Looking at the early settlement period is not to nostalgically suggest the past was perfect. Living in a tightly woven Mennonite community was difficult and it could have negative consequences on individuals. And in fact, Mennonite villages on the East Reserve (surrounding Steinbach) and West Reserve (in the area around Winkler and Altona) in Manitoba, which were based on the communal street village system, broke apart quite soon after settlement so that most of them didn’t last beyond the turn of the twentieth century. As they experienced life in Canada, Mennonites left their communities and moved out of the villages, onto their own quarter sections, assimilating to the individualism of the dominant society.

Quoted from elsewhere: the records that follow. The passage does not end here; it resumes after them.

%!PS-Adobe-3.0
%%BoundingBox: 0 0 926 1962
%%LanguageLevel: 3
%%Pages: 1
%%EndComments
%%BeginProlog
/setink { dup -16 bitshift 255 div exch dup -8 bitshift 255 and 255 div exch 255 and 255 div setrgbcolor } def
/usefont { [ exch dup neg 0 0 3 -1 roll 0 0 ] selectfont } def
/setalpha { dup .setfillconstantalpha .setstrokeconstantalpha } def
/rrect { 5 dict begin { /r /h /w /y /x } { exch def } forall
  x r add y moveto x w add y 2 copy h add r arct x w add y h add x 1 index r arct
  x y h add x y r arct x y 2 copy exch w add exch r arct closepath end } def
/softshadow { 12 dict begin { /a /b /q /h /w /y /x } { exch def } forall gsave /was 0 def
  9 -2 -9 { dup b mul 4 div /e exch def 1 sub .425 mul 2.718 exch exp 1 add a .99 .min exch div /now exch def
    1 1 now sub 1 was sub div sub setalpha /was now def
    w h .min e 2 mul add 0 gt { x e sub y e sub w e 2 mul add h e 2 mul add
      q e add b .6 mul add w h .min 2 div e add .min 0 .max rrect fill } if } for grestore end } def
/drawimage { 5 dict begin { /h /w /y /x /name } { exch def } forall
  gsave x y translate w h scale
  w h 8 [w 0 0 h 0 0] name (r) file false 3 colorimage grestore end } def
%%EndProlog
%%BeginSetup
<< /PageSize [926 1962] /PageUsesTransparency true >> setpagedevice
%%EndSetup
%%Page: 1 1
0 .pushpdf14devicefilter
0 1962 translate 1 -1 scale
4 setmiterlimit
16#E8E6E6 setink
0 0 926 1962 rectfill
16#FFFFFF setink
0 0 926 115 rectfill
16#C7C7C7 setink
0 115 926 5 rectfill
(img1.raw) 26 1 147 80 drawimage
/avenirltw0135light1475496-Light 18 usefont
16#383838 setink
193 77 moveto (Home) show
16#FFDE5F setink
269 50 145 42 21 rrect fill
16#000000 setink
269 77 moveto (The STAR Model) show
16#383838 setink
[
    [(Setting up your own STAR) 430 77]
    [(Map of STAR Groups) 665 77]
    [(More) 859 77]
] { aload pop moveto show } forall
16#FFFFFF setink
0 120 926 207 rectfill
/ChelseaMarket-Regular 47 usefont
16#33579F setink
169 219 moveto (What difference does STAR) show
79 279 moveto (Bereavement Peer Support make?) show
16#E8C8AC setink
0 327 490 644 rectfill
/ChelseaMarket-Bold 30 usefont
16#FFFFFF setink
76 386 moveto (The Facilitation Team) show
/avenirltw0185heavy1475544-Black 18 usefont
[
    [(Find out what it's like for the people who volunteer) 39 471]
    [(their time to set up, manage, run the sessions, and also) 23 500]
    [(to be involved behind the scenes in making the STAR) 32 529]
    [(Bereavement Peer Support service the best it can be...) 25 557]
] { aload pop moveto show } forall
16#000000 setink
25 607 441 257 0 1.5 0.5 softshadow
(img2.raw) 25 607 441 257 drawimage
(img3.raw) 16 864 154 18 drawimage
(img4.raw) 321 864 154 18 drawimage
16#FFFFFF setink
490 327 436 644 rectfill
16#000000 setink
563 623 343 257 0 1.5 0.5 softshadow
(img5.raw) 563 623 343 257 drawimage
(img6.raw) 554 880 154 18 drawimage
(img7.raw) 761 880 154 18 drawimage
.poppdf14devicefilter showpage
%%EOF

But elsewhere, in colonies established by traditionalist Mennonites throughout Latin America for example, the physical set-up of the street village remains intact even today. In these villages, Mennonite institutions like the “Brandordnung,” a traditional system of fire insurance relied on in Mennonite villages through the centuries in Poland, Russia, and the early settlement period in North America, still operates today. Royden Loewen’s oral history of Old Colony Mennonites in Latin America, Horse-and-Buggy Genius, explains how this system works to help ensure the survival of individual households and, through them, the entire village. Explaining one case of a house fire, an Old Colonist Brandältester (colony fire commissioner) from Bolivia notes: “A house burned down, [and] we ‘high-speed’ rebuilt this house. The people in the colony helped.” Within “a week,” Loewen states, “a new house was standing in place of the old structure, built from fire insurance money and voluntary labour readily given.” (Loewen, Horse-and-Bugge Genuis, 109)

For those of us who ourselves do not come from traditionalist, community-oriented backgrounds, and for all of us living in our modern context, considering traditionalist Mennonite perspectives on questions like pain and suffering challenges our commonly accepted notions of faith and community and how the two often exist at arm’s length from each other. It is not my place to suggest how we should deal with pain or consider life’s suffering but by looking at history and seeing

how traditionalist Mennonite groups have written about hardship and how they constructed their lives and even their buildings around this concept of community, we see a counterpoint to our own individualized culture and social values. It is very often difficult to see and understand the merits that an alternative point of view might hold for us. For us in our western culture today, who most often place individual freedom above the needs of the community, it can be difficult to understand a people who choose to put the value of community above that of the individual, who live out their faith as part of a group. By looking at the writing people from the past have left behind and by examining the historical architecture around the Mennonite Heritage Village (MHV) though, we begin to understand in a more nuanced way who we are as people today, where we place ourselves in the world, and what shapes our faith and communal lives.